[Data extracted from a collection]
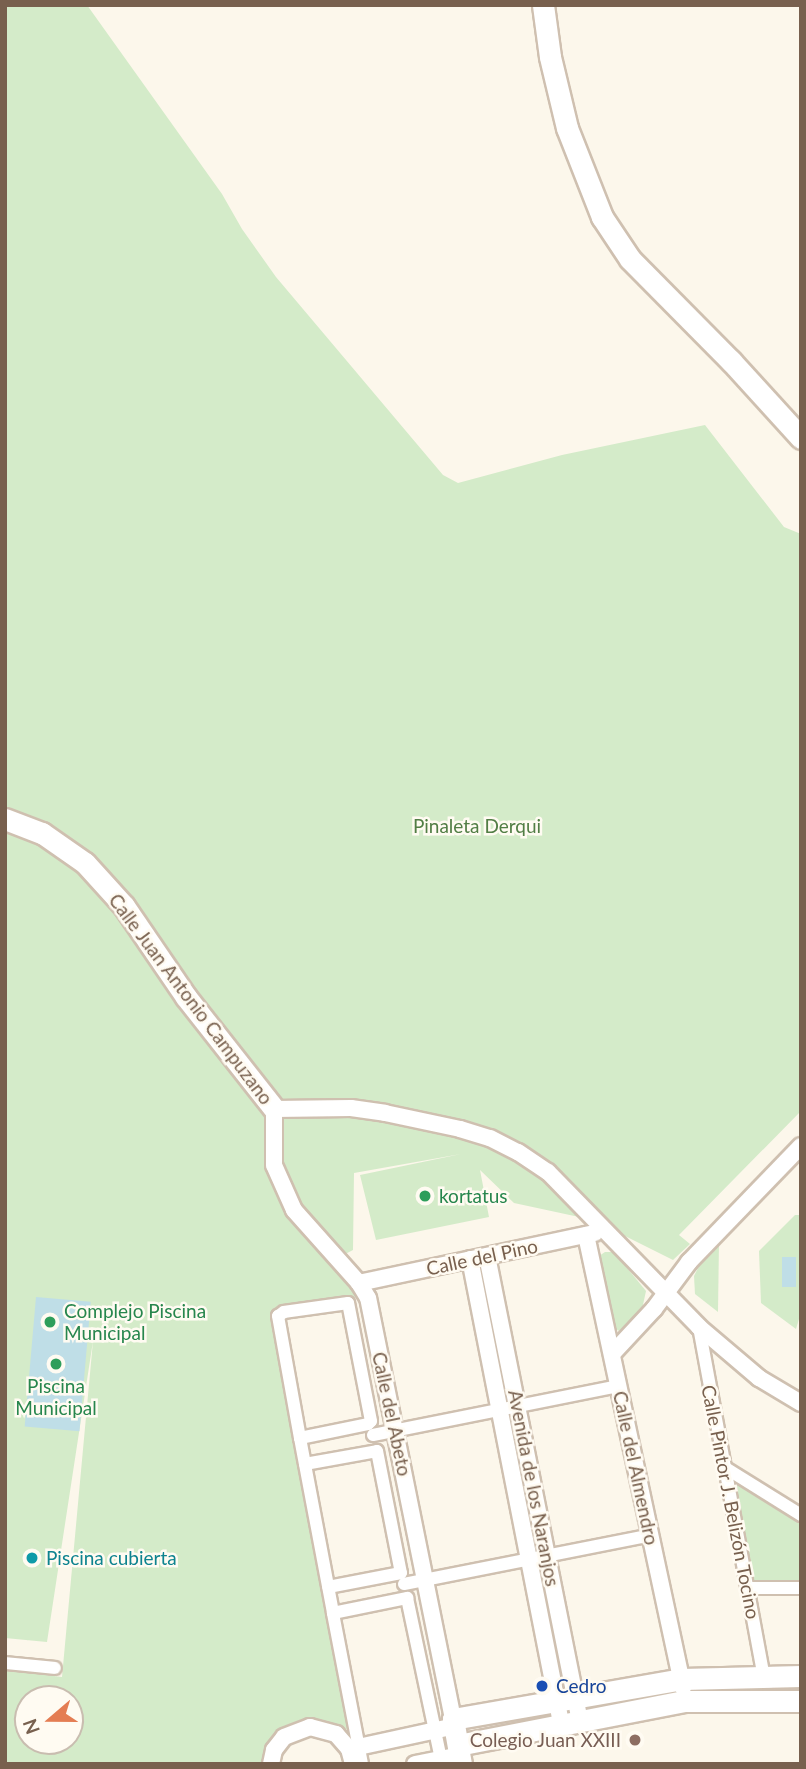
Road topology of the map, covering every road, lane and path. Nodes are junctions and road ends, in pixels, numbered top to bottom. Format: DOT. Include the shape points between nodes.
graph roads {
  1 [pos="543,5"];
  2 [pos="801,438"];
  3 [pos="5,819"];
  4 [pos="274,1109"];
  5 [pos="801,1146"];
  6 [pos="604,1231"];
  7 [pos="586,1235"];
  8 [pos="487,1256"];
  9 [pos="470,1259"];
  10 [pos="359,1283"];
  11 [pos="666,1294"];
  12 [pos="699,1327"];
  13 [pos="612,1354"];
  14 [pos="619,1385"];
  15 [pos="801,1403"];
  16 [pos="518,1406"];
  17 [pos="501,1409"];
  18 [pos="371,1421"];
  19 [pos="395,1430"];
  20 [pos="373,1435"];
  21 [pos="300,1437"];
  22 [pos="377,1451"];
  23 [pos="305,1464"];
  24 [pos="724,1467"];
  25 [pos="801,1515"];
  26 [pos="651,1535"];
  27 [pos="547,1557"];
  28 [pos="530,1561"];
  29 [pos="426,1580"];
  30 [pos="404,1585"];
  31 [pos="328,1587"];
  32 [pos="747,1588"];
  33 [pos="801,1588"];
  34 [pos="333,1613"];
  35 [pos="5,1663"];
  36 [pos="55,1668"];
  37 [pos="801,1676"];
  38 [pos="764,1677"];
  39 [pos="681,1679"];
  40 [pos="566,1699"];
  41 [pos="685,1701"];
  42 [pos="801,1701"];
  43 [pos="571,1722"];
  44 [pos="451,1745"];
  45 [pos="353,1753"];
  46 [pos="271,1764"];
  47 [pos="362,1764"];
  48 [pos="415,1764"];
  1 -- 2 [label="street" via="567,128 602,217 630,259"];
  3 -- 4 [label="street, Calle Juan Antonio Campuzano" via="42,833 85,863 124,906 186,997"];
  4 -- 6 [label="street, Calle Juan Antonio Campuzano" via="351,1108 490,1138 548,1172"];
  4 -- 10 [label="street, Calle del Abeto" via="274,1165 294,1210"];
  5 -- 11 [label="street" via="688,1262"];
  6 -- 7 [label="street, Calle del Pino"];
  6 -- 11 [label="street, Calle Juan Antonio Campuzano"];
  7 -- 8 [label="street, Calle del Pino"];
  7 -- 13 [label="street, Calle del Almendro"];
  8 -- 9 [label="street, Calle del Pino"];
  8 -- 16 [label="street, Avenida de los Naranjos"];
  9 -- 10 [label="street, Calle del Pino"];
  9 -- 17 [label="street, Avenida de los Naranjos"];
  10 -- 19 [label="street, Calle del Abeto" via="368,1298"];
  11 -- 12 [label="street, Calle Juan Antonio Campuzano"];
  11 -- 13 [label="street"];
  12 -- 15 [label="street, Calle Juan Antonio Campuzano" via="758,1378"];
  12 -- 24 [label="street, Calle Pintor J. Belizón Tocino"];
  13 -- 14 [label="street, Calle del Almendro"];
  14 -- 16 [label="street"];
  14 -- 26 [label="street, Calle del Almendro"];
  16 -- 17 [label="street"];
  16 -- 27 [label="street, Avenida de los Naranjos"];
  17 -- 19 [label="street"];
  17 -- 28 [label="street, Avenida de los Naranjos"];
  18 -- 20 [label="street"];
  18 -- 21 [label="street"];
  18 -- 21 [label="street" via="348,1303 284,1312 278,1316"];
  19 -- 20 [label="street"];
  19 -- 29 [label="street, Calle del Abeto"];
  20 -- 22 [label="street"];
  21 -- 23 [label="street"];
  22 -- 23 [label="street"];
  22 -- 30 [label="street"];
  23 -- 31 [label="street"];
  24 -- 25 [label="street"];
  24 -- 32 [label="street, Calle Pintor J. Belizón Tocino"];
  26 -- 27 [label="street"];
  26 -- 39 [label="street, Calle del Almendro"];
  27 -- 28 [label="street"];
  27 -- 40 [label="street, Avenida de los Naranjos"];
  28 -- 29 [label="street"];
  28 -- 40 [label="street, Avenida de los Naranjos"];
  29 -- 30 [label="street"];
  29 -- 44 [label="street, Calle del Abeto"];
  30 -- 31 [label="street"];
  30 -- 34 [label="street"];
  30 -- 44 [label="street"];
  31 -- 34 [label="street"];
  32 -- 33 [label="street"];
  32 -- 38 [label="street, Calle Pintor J. Belizón Tocino"];
  34 -- 45 [label="street"];
  35 -- 36 [label="street"];
  37 -- 38 [label="street"];
  38 -- 39 [label="street"];
  39 -- 40 [label="street"];
  39 -- 41 [label="street, Calle del Almendro"];
  40 -- 43 [label="street, Avenida de los Naranjos"];
  40 -- 44 [label="street"];
  41 -- 42 [label="street"];
  41 -- 43 [label="street"];
  43 -- 44 [label="street"];
  44 -- 45 [label="street"];
  44 -- 48 [label="street"];
  45 -- 46 [label="street" via="328,1730 301,1728 278,1744"];
  45 -- 47 [label="street"];
}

Exercise aim => Give the records above again in full and exactly, but exclude every picture.

Exercise response =>
Road topology of the map, covering every road, lane and path. Nodes are junctions and road ends, in pixels, numbered top to bottom. Format: DOT. Include the shape points between nodes.
graph roads {
  1 [pos="543,5"];
  2 [pos="801,438"];
  3 [pos="5,819"];
  4 [pos="274,1109"];
  5 [pos="801,1146"];
  6 [pos="604,1231"];
  7 [pos="586,1235"];
  8 [pos="487,1256"];
  9 [pos="470,1259"];
  10 [pos="359,1283"];
  11 [pos="666,1294"];
  12 [pos="699,1327"];
  13 [pos="612,1354"];
  14 [pos="619,1385"];
  15 [pos="801,1403"];
  16 [pos="518,1406"];
  17 [pos="501,1409"];
  18 [pos="371,1421"];
  19 [pos="395,1430"];
  20 [pos="373,1435"];
  21 [pos="300,1437"];
  22 [pos="377,1451"];
  23 [pos="305,1464"];
  24 [pos="724,1467"];
  25 [pos="801,1515"];
  26 [pos="651,1535"];
  27 [pos="547,1557"];
  28 [pos="530,1561"];
  29 [pos="426,1580"];
  30 [pos="404,1585"];
  31 [pos="328,1587"];
  32 [pos="747,1588"];
  33 [pos="801,1588"];
  34 [pos="333,1613"];
  35 [pos="5,1663"];
  36 [pos="55,1668"];
  37 [pos="801,1676"];
  38 [pos="764,1677"];
  39 [pos="681,1679"];
  40 [pos="566,1699"];
  41 [pos="685,1701"];
  42 [pos="801,1701"];
  43 [pos="571,1722"];
  44 [pos="451,1745"];
  45 [pos="353,1753"];
  46 [pos="271,1764"];
  47 [pos="362,1764"];
  48 [pos="415,1764"];
  1 -- 2 [label="street" via="567,128 602,217 630,259"];
  3 -- 4 [label="street, Calle Juan Antonio Campuzano" via="42,833 85,863 124,906 186,997"];
  4 -- 6 [label="street, Calle Juan Antonio Campuzano" via="351,1108 490,1138 548,1172"];
  4 -- 10 [label="street, Calle del Abeto" via="274,1165 294,1210"];
  5 -- 11 [label="street" via="688,1262"];
  6 -- 7 [label="street, Calle del Pino"];
  6 -- 11 [label="street, Calle Juan Antonio Campuzano"];
  7 -- 8 [label="street, Calle del Pino"];
  7 -- 13 [label="street, Calle del Almendro"];
  8 -- 9 [label="street, Calle del Pino"];
  8 -- 16 [label="street, Avenida de los Naranjos"];
  9 -- 10 [label="street, Calle del Pino"];
  9 -- 17 [label="street, Avenida de los Naranjos"];
  10 -- 19 [label="street, Calle del Abeto" via="368,1298"];
  11 -- 12 [label="street, Calle Juan Antonio Campuzano"];
  11 -- 13 [label="street"];
  12 -- 15 [label="street, Calle Juan Antonio Campuzano" via="758,1378"];
  12 -- 24 [label="street, Calle Pintor J. Belizón Tocino"];
  13 -- 14 [label="street, Calle del Almendro"];
  14 -- 16 [label="street"];
  14 -- 26 [label="street, Calle del Almendro"];
  16 -- 17 [label="street"];
  16 -- 27 [label="street, Avenida de los Naranjos"];
  17 -- 19 [label="street"];
  17 -- 28 [label="street, Avenida de los Naranjos"];
  18 -- 20 [label="street"];
  18 -- 21 [label="street"];
  18 -- 21 [label="street" via="348,1303 284,1312 278,1316"];
  19 -- 20 [label="street"];
  19 -- 29 [label="street, Calle del Abeto"];
  20 -- 22 [label="street"];
  21 -- 23 [label="street"];
  22 -- 23 [label="street"];
  22 -- 30 [label="street"];
  23 -- 31 [label="street"];
  24 -- 25 [label="street"];
  24 -- 32 [label="street, Calle Pintor J. Belizón Tocino"];
  26 -- 27 [label="street"];
  26 -- 39 [label="street, Calle del Almendro"];
  27 -- 28 [label="street"];
  27 -- 40 [label="street, Avenida de los Naranjos"];
  28 -- 29 [label="street"];
  28 -- 40 [label="street, Avenida de los Naranjos"];
  29 -- 30 [label="street"];
  29 -- 44 [label="street, Calle del Abeto"];
  30 -- 31 [label="street"];
  30 -- 34 [label="street"];
  30 -- 44 [label="street"];
  31 -- 34 [label="street"];
  32 -- 33 [label="street"];
  32 -- 38 [label="street, Calle Pintor J. Belizón Tocino"];
  34 -- 45 [label="street"];
  35 -- 36 [label="street"];
  37 -- 38 [label="street"];
  38 -- 39 [label="street"];
  39 -- 40 [label="street"];
  39 -- 41 [label="street, Calle del Almendro"];
  40 -- 43 [label="street, Avenida de los Naranjos"];
  40 -- 44 [label="street"];
  41 -- 42 [label="street"];
  41 -- 43 [label="street"];
  43 -- 44 [label="street"];
  44 -- 45 [label="street"];
  44 -- 48 [label="street"];
  45 -- 46 [label="street" via="328,1730 301,1728 278,1744"];
  45 -- 47 [label="street"];
}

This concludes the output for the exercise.